Le chanvre s’adapte potentiellement à tous les territoires européens. Le rendement en biomasse de la plante est directement lié au stade de pleine floraison qui met un terme à sa croissance dès que la fécondation est terminée. L’objectif est donc d’allonger au maximum son cycle végétatif en semant le plus tôt possible, vers avril-mai. Nos régions permettent une récolte « mixte », c’est à dire en deux temps. La récolte des graines de chènevis se fait au mois d’août et les pailles sont fauchées en septembre. Les andains subissent une période de «rouissage» avant d’être pressés en balles rondes.

Le rythme de croissance de la plante est influencé par deux facteurs : le cumul des températures et le photopériodisme ; la durée des nuits impacte directement le rythme de la floraison, on appelle ce phénomène le «nyctopériodisme», c’est pourquoi la latitude joue un rôle déterminant sur le résultat. Plus les nuits sont courtes, comme c’est le cas dans le nord de la France, plus la floraison est retardée.

Jean-Michel Dubois, technicien conseil en Productions Végétales à la Chambre d’Agriculture

 


La Haute-Marne et le chanvre, une histoire qui ne date pas d’hier ?
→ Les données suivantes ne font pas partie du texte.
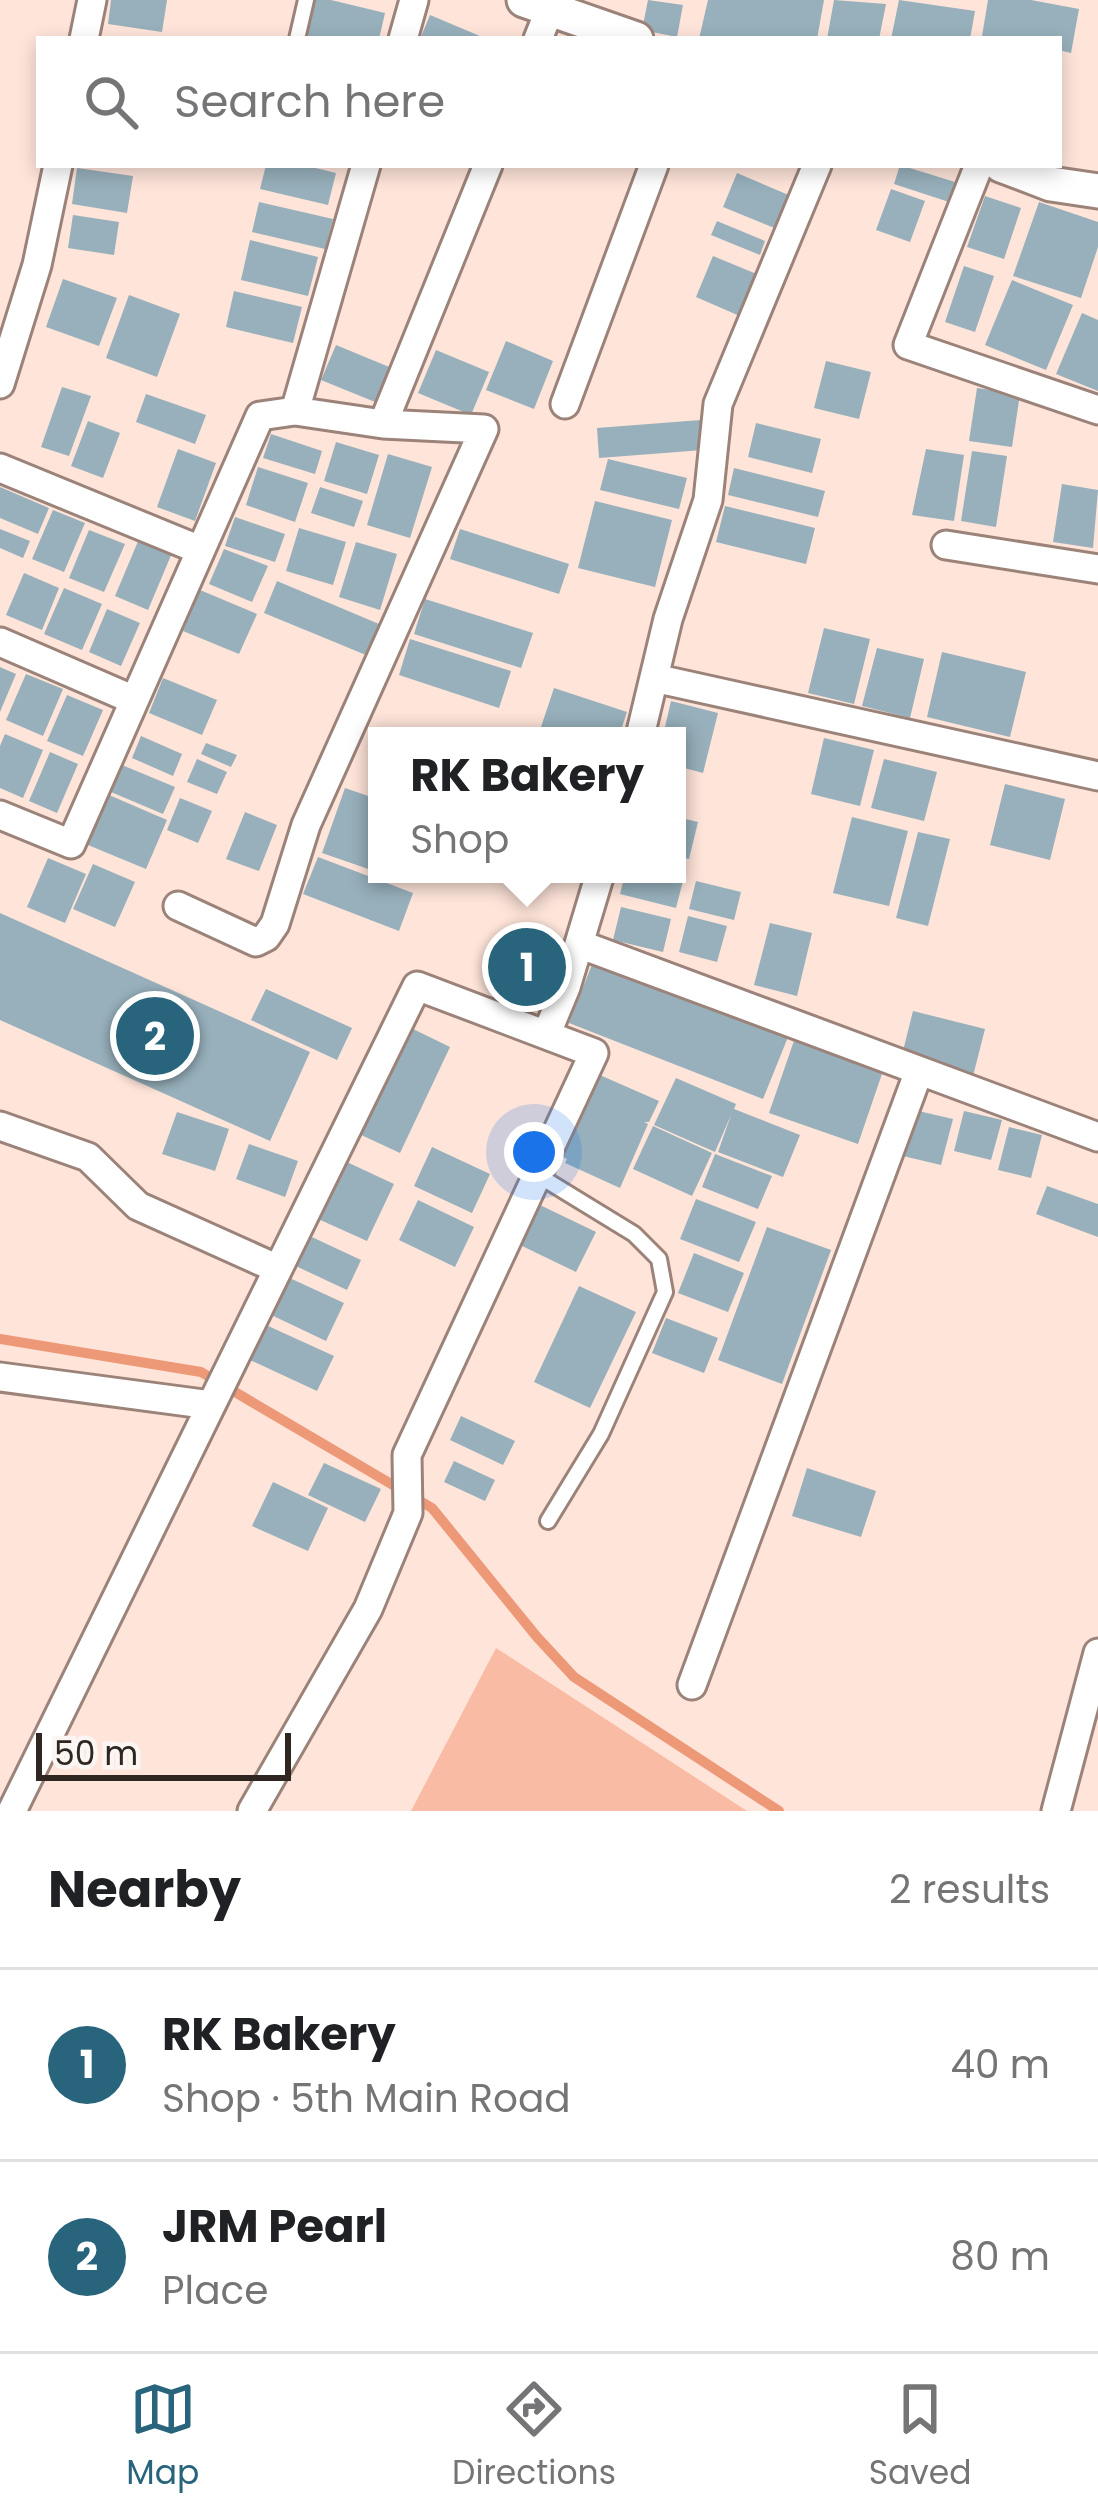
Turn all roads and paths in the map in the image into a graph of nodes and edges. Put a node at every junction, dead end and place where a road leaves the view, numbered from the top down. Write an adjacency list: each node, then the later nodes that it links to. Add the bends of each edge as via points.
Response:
1 (92, 0): 5 (street)
2 (306, 0): 6 (lane)
3 (414, 0): 7 (street)
4 (532, 10): 8 (street)
5 (84, 36)
6 (298, 36)
7 (404, 36)
8 (625, 36)
9 (57, 168): 17 (street)
10 (365, 168): 20 (street)
11 (487, 168): 21 (street)
12 (653, 168): 18 (street)
13 (816, 168): 27 (street, via 718,404 708,500)
14 (978, 168): 19 (street, via 908,345)
15 (1008, 168): 16 (street)
16 (1098, 191)
17 (0, 385)
18 (565, 404)
19 (1098, 410)
20 (295, 411): 21 (street); 24 (street, via 260,416)
21 (383, 424): 33 (street, via 484,429 306,825 275,924 256,942)
22 (0, 468): 24 (street)
23 (946, 545): 25 (street)
24 (200, 550): 28 (street)
25 (1098, 569)
26 (0, 642): 28 (street)
27 (654, 678): 29 (street); 30 (street)
28 (134, 700): 31 (street, via 70,844)
29 (642, 727)
30 (1098, 776)
31 (0, 815)
32 (597, 883): 34 (street)
33 (178, 906)
34 (579, 944): 35 (street); 36 (street)
35 (547, 1033): 39 (street, via 594,1053); 40 (street, via 417,986)
36 (919, 1071): 38 (street); 45 (street)
37 (0, 1126): 40 (street, via 88,1157 138,1206)
38 (1098, 1137)
39 (536, 1174): 43 (lane, via 634,1234 659,1259 665,1292 602,1434); 47 (street, via 407,1455 408,1513 368,1609)
40 (278, 1268): 42 (street)
41 (0, 1377): 42 (street)
42 (213, 1402): 46 (street)
43 (548, 1522)
44 (1098, 1653): 48 (street)
45 (692, 1685)
46 (12, 1811)
47 (252, 1811)
48 (1056, 1811)

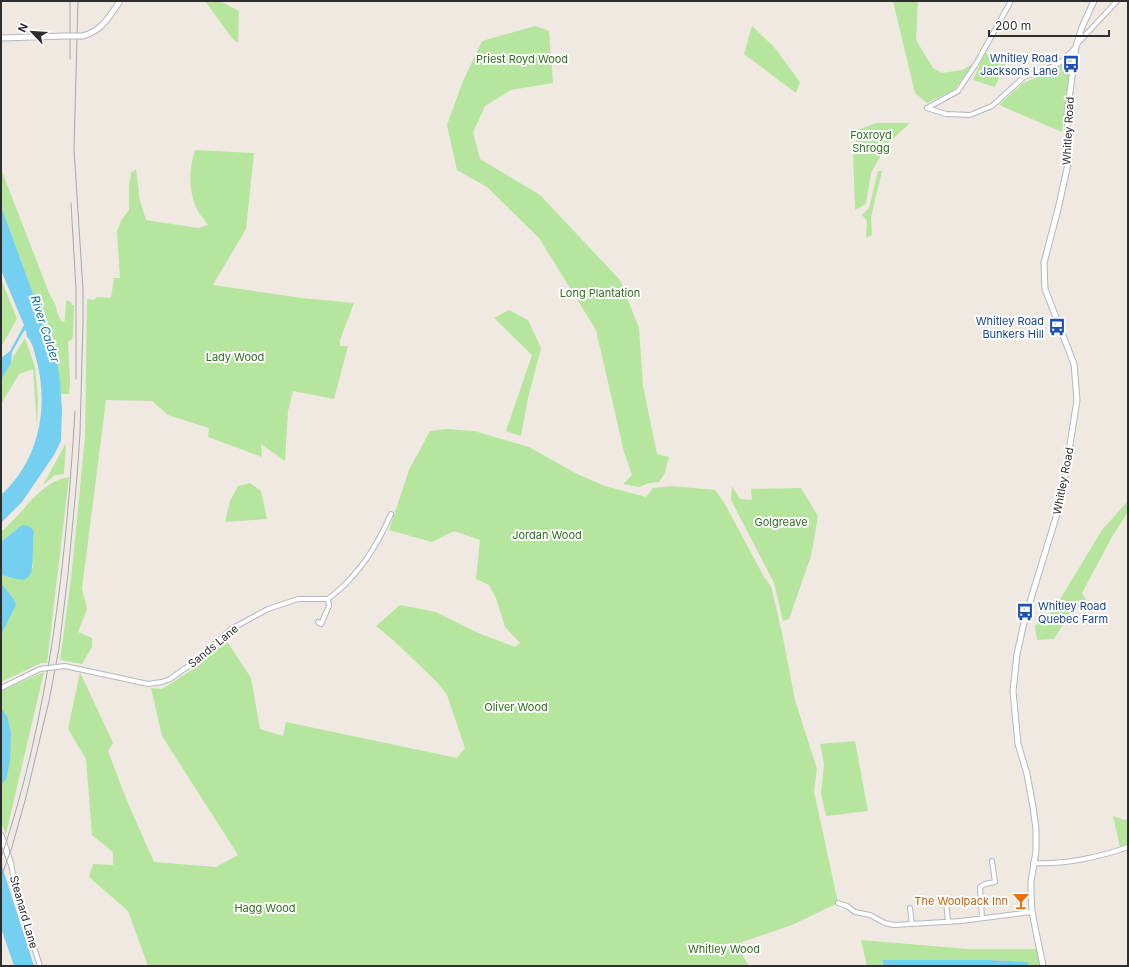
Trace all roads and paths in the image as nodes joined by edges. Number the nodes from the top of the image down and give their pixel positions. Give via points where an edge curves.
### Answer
1 (120, 1) edge
2 (1011, 1) edge
3 (1094, 1) edge
4 (1117, 1) edge
5 (1, 38) edge
6 (1077, 45) junction
7 (391, 514) dead end
8 (328, 599) junction
9 (318, 622) dead end
10 (1, 688) edge
11 (1, 835) edge
12 (1128, 847) edge
13 (992, 861) dead end
14 (1033, 863) junction
15 (11, 864) joint
16 (946, 900) dead end
17 (838, 903) dead end
18 (910, 908) dead end
19 (1032, 912) junction
20 (982, 918) junction
21 (948, 922) junction
22 (912, 924) junction
23 (40, 966) edge
24 (1043, 966) edge

1 - 5 street, bridge via 101,28 89,35
2 - 6 street via 958,91 927,108 946,114 970,115 992,106 1024,77 1061,62
3 - 6 street, Whitley Road
4 - 6 street
6 - 14 street, Whitley Road via 1067,114 1068,159 1044,263 1045,289 1074,364 1077,400 1061,501 1025,618 1017,654 1013,691 1018,744 1027,774 1036,829
7 - 8 street via 362,565 351,579
8 - 9 street via 329,606 321,624
8 - 10 street, Sands Lane, bridge via 298,599 268,609 231,629 194,662 162,682 148,684 64,666 40,669
11 - 15 street, Steanard Lane
12 - 14 street via 1069,861
13 - 20 street via 995,882 980,887
14 - 19 street, Whitley Road via 1030,882
15 - 23 street, Steanard Lane via 17,894
16 - 21 street
17 - 22 street via 885,923
18 - 22 street
19 - 20 street
19 - 24 street, Whitley Road
20 - 21 street
21 - 22 street

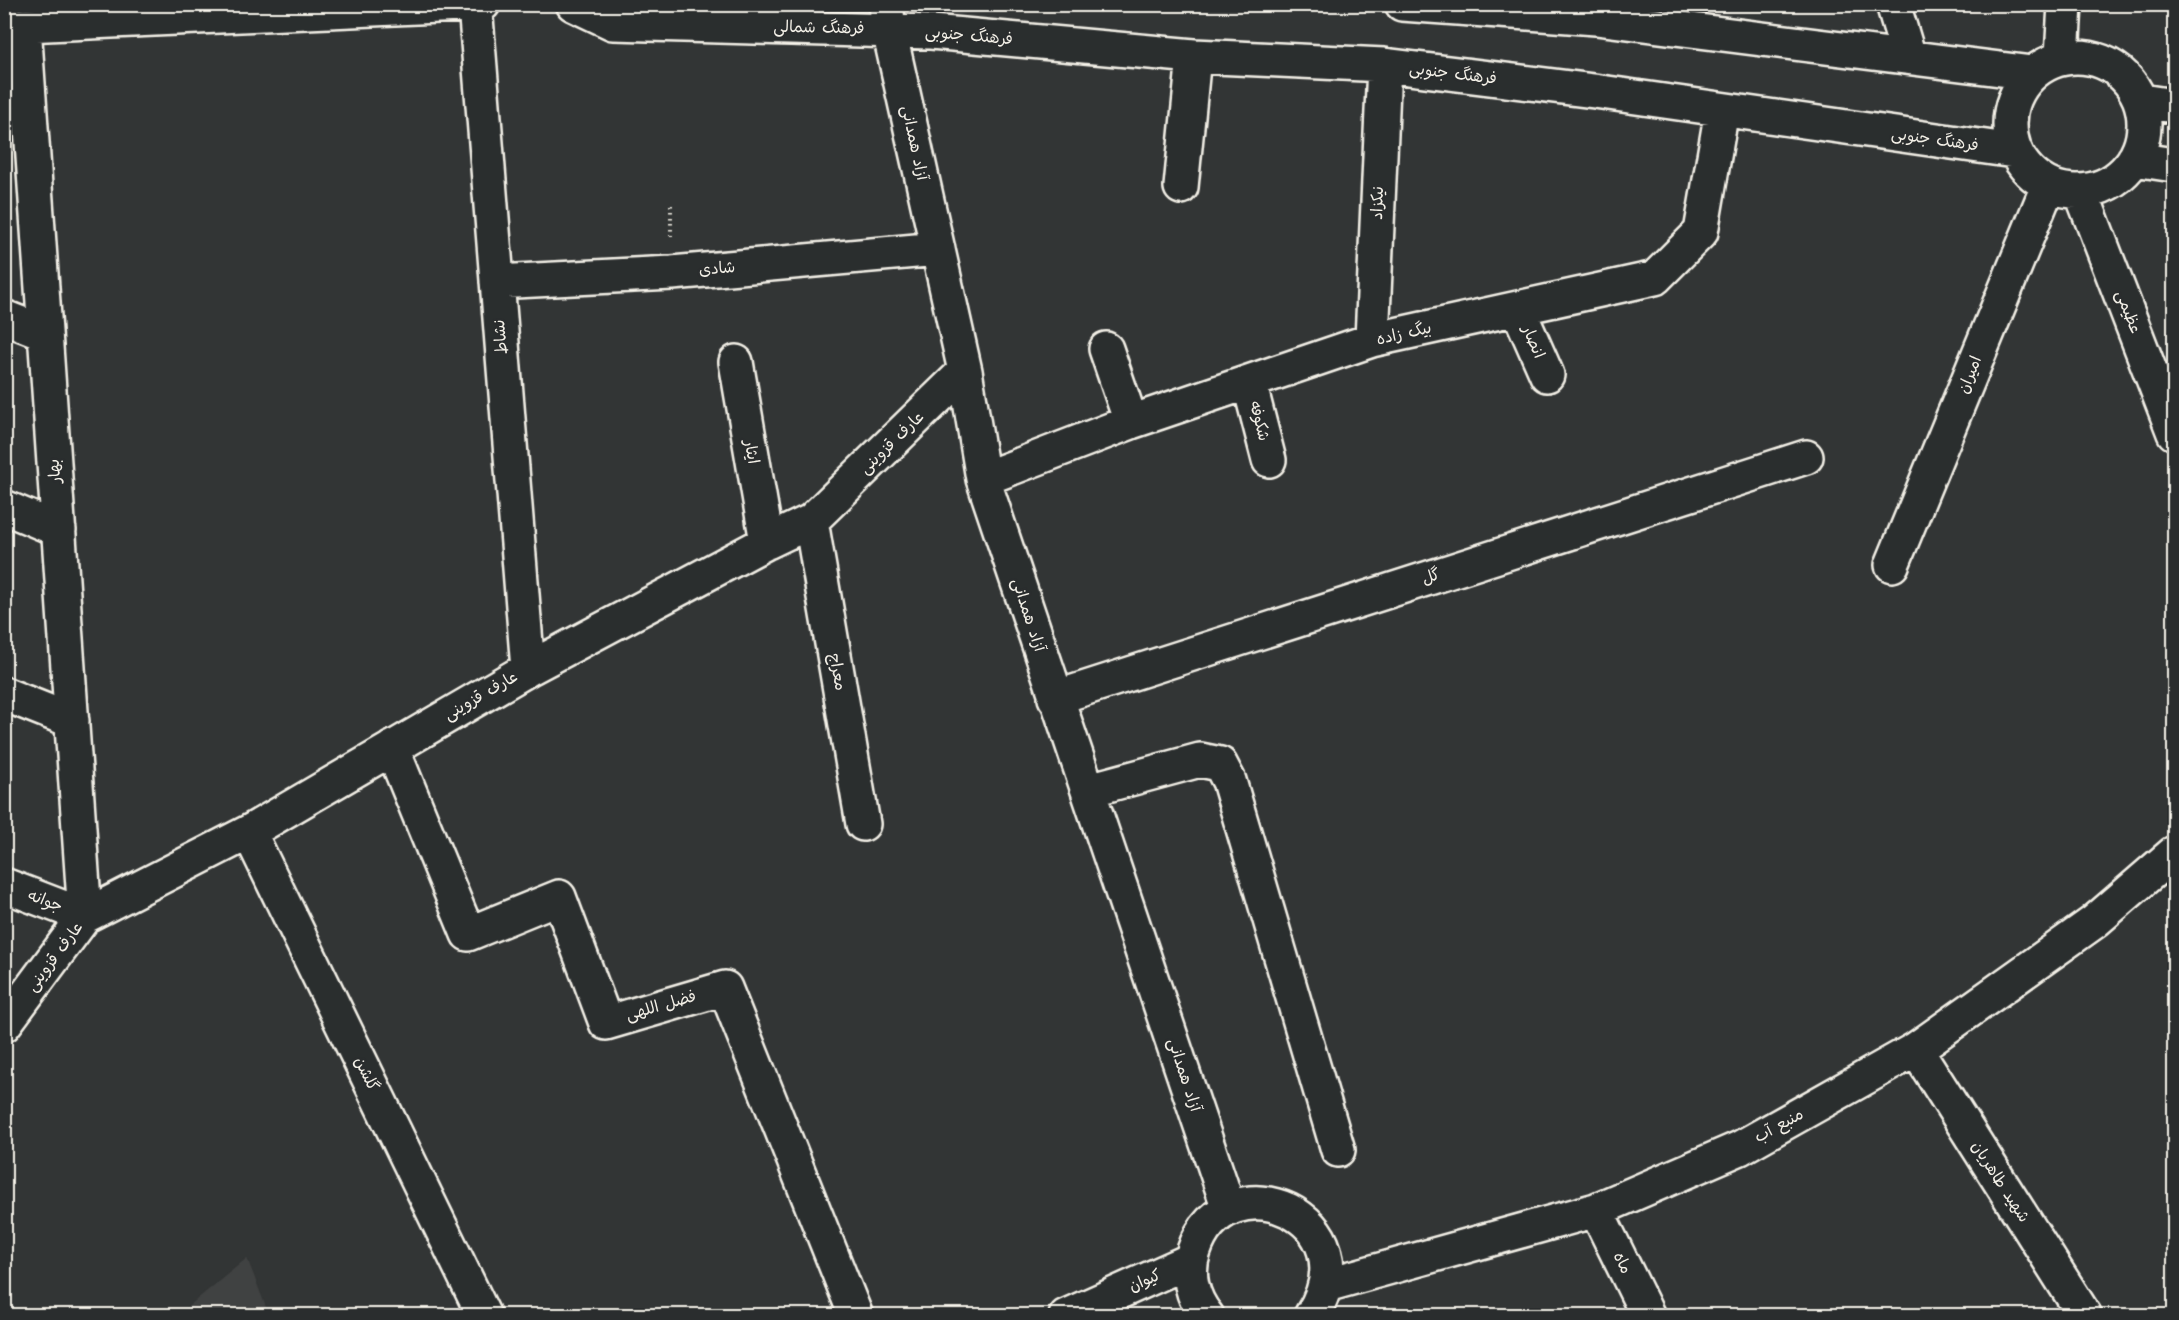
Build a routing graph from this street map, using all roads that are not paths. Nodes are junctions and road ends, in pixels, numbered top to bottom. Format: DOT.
graph roads {
  1 [pos="483,4"];
  2 [pos="573,4"];
  3 [pos="1402,4"];
  4 [pos="1893,4"];
  5 [pos="2065,4"];
  6 [pos="475,5"];
  7 [pos="249,10"];
  8 [pos="1594,11"];
  9 [pos="612,14"];
  10 [pos="888,17"];
  11 [pos="14,25"];
  12 [pos="1194,56"];
  13 [pos="1909,57"];
  14 [pos="2062,57"];
  15 [pos="1384,65"];
  16 [pos="2032,73"];
  17 [pos="2140,101"];
  18 [pos="2175,106"];
  19 [pos="1722,110"];
  20 [pos="2014,151"];
  21 [pos="2134,159"];
  22 [pos="2175,165"];
  23 [pos="2048,186"];
  24 [pos="1181,187"];
  25 [pos="2081,192"];
  26 [pos="938,249"];
  27 [pos="497,282"];
  28 [pos="1518,309"];
  29 [pos="4,317"];
  30 [pos="45,333"];
  31 [pos="1372,340"];
  32 [pos="1106,349"];
  33 [pos="736,362"];
  34 [pos="965,371"];
  35 [pos="1547,375"];
  36 [pos="1250,382"];
  37 [pos="1131,422"];
  38 [pos="2175,433"];
  39 [pos="1806,457"];
  40 [pos="1269,460"];
  41 [pos="982,479"];
  42 [pos="4,507"];
  43 [pos="811,521"];
  44 [pos="59,530"];
  45 [pos="767,542"];
  46 [pos="1892,565"];
  47 [pos="528,669"];
  48 [pos="4,694"];
  49 [pos="1055,698"];
  50 [pos="72,721"];
  51 [pos="392,748"];
  52 [pos="1089,790"];
  53 [pos="863,824"];
  54 [pos="249,832"];
  55 [pos="2175,853"];
  56 [pos="4,885"];
  57 [pos="85,916"];
  58 [pos="4,1025"];
  59 [pos="1916,1049"];
  60 [pos="1338,1150"];
  61 [pos="1229,1209"];
  62 [pos="1596,1210"];
  63 [pos="1191,1260"];
  64 [pos="1326,1285"];
  65 [pos="484,1316"];
  66 [pos="856,1316"];
  67 [pos="1066,1316"];
  68 [pos="1207,1316"];
  69 [pos="1311,1316"];
  70 [pos="1648,1316"];
  71 [pos="2085,1316"];
  1 -- 6 [label="street"];
  2 -- 9 [label="street, فرهنگ شمالی"];
  3 -- 8 [label="street"];
  4 -- 13 [label="street"];
  5 -- 14 [label="street"];
  6 -- 7 [label="street"];
  6 -- 27 [label="street, نشاط"];
  7 -- 11 [label="street"];
  8 -- 13 [label="street"];
  9 -- 10 [label="street, فرهنگ شمالی"];
  10 -- 12 [label="street, فرهنگ جنوبی"];
  10 -- 26 [label="street, آزاد همدانی"];
  11 -- 30 [label="street, بهار"];
  12 -- 15 [label="street, فرهنگ جنوبی"];
  12 -- 24 [label="street"];
  13 -- 16 [label="street"];
  14 -- 16 [label="street"];
  14 -- 17 [label="street"];
  15 -- 19 [label="street, فرهنگ جنوبی"];
  15 -- 31 [label="street, نیکزاد"];
  16 -- 20 [label="street"];
  17 -- 18 [label="street"];
  17 -- 21 [label="street"];
  19 -- 20 [label="street, فرهنگ جنوبی"];
  19 -- 28 [label="street, بیگ زاده"];
  20 -- 23 [label="street"];
  21 -- 22 [label="street"];
  21 -- 25 [label="street"];
  23 -- 25 [label="street"];
  23 -- 46 [label="street, امیران"];
  25 -- 38 [label="street, عظیمی"];
  26 -- 27 [label="street, شادی"];
  26 -- 34 [label="street, آزاد همدانی"];
  27 -- 47 [label="street, نشاط"];
  28 -- 31 [label="street, بیگ زاده"];
  28 -- 35 [label="street, انصار"];
  29 -- 30 [label="street"];
  30 -- 44 [label="street, بهار"];
  31 -- 36 [label="street, بیگ زاده"];
  32 -- 37 [label="street"];
  33 -- 45 [label="street, ایثار"];
  34 -- 41 [label="street, آزاد همدانی"];
  34 -- 43 [label="street, عارف قزوینی"];
  36 -- 37 [label="street, بیگ زاده"];
  36 -- 40 [label="street, شکوفه"];
  37 -- 41 [label="street, بیگ زاده"];
  39 -- 49 [label="street, گل"];
  41 -- 49 [label="street, آزاد همدانی"];
  42 -- 44 [label="street"];
  43 -- 45 [label="street, عارف قزوینی"];
  43 -- 53 [label="street, معراج"];
  44 -- 50 [label="street, بهار"];
  45 -- 47 [label="street, عارف قزوینی"];
  47 -- 51 [label="street, عارف قزوینی"];
  48 -- 50 [label="street"];
  49 -- 52 [label="street, آزاد همدانی"];
  50 -- 57 [label="street, بهار"];
  51 -- 54 [label="street, عارف قزوینی"];
  51 -- 66 [label="street, فضل اللهی"];
  52 -- 60 [label="street"];
  52 -- 61 [label="street, آزاد همدانی"];
  54 -- 57 [label="street, عارف قزوینی"];
  54 -- 65 [label="street, گلشن"];
  55 -- 59 [label="street, منبع آب"];
  56 -- 57 [label="street, جوانه"];
  57 -- 58 [label="street, عارف قزوینی"];
  59 -- 62 [label="street, منبع آب"];
  59 -- 71 [label="street, شهید طاهریان"];
  61 -- 63 [label="street"];
  61 -- 64 [label="street"];
  62 -- 64 [label="street, منبع آب"];
  62 -- 70 [label="street, ماه"];
  63 -- 67 [label="street, کیوان"];
  63 -- 68 [label="street"];
  64 -- 69 [label="street"];
}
J’ai été embauché en 1983. A l’époque, le Président de l’APVA était Bernard Geoffroy, un agriculteur qui a également été président de la Chanvrière de l’Aube. Le chanvre était alors répandu et on a beaucoup travaillé sur ce thème avec François Contat. Cette culture de printemps est peu exigeante en intrants, elle est tout à fait adaptée à nos sols et permet d’allonger les rotations.

Pourquoi sa disparition ?

La production était rémunérée par une prime à l’hectare conséquente, qui a disparut. Les rendements annoncés lors de la réunion du CETIOM par la FNPC ne sont pas les mêmes que chez nous ; le rendement en paille est plutôt de l’ordre de 10t/ha et en chènevis de cinq à dix quintaux. La chanvrière de l’Aube n’ayant pas de capacité de stockage suffisante, les agriculteurs devaient stocker leur production. Il reste malgré tout quelques agriculteurs haut-marnais, convaincus par l’intérêt agronomique du chanvre qui continuent à en planter. Néanmoins, on manque aujourd’hui de repères économiques à l’heure actuelle pour que cette culture prenne un véritable essors.

Dans quel cadre préconiser la culture du chanvre ?

L’inconvénient de cette plante est que la période de récolte en deux temps coïncide avec le pic de travaux saisonniers, c’est pourquoi peu de grandes exploitations se lancent dans l’aventure. Elle peut néanmoins constituer une diversification pour des petites exploitations.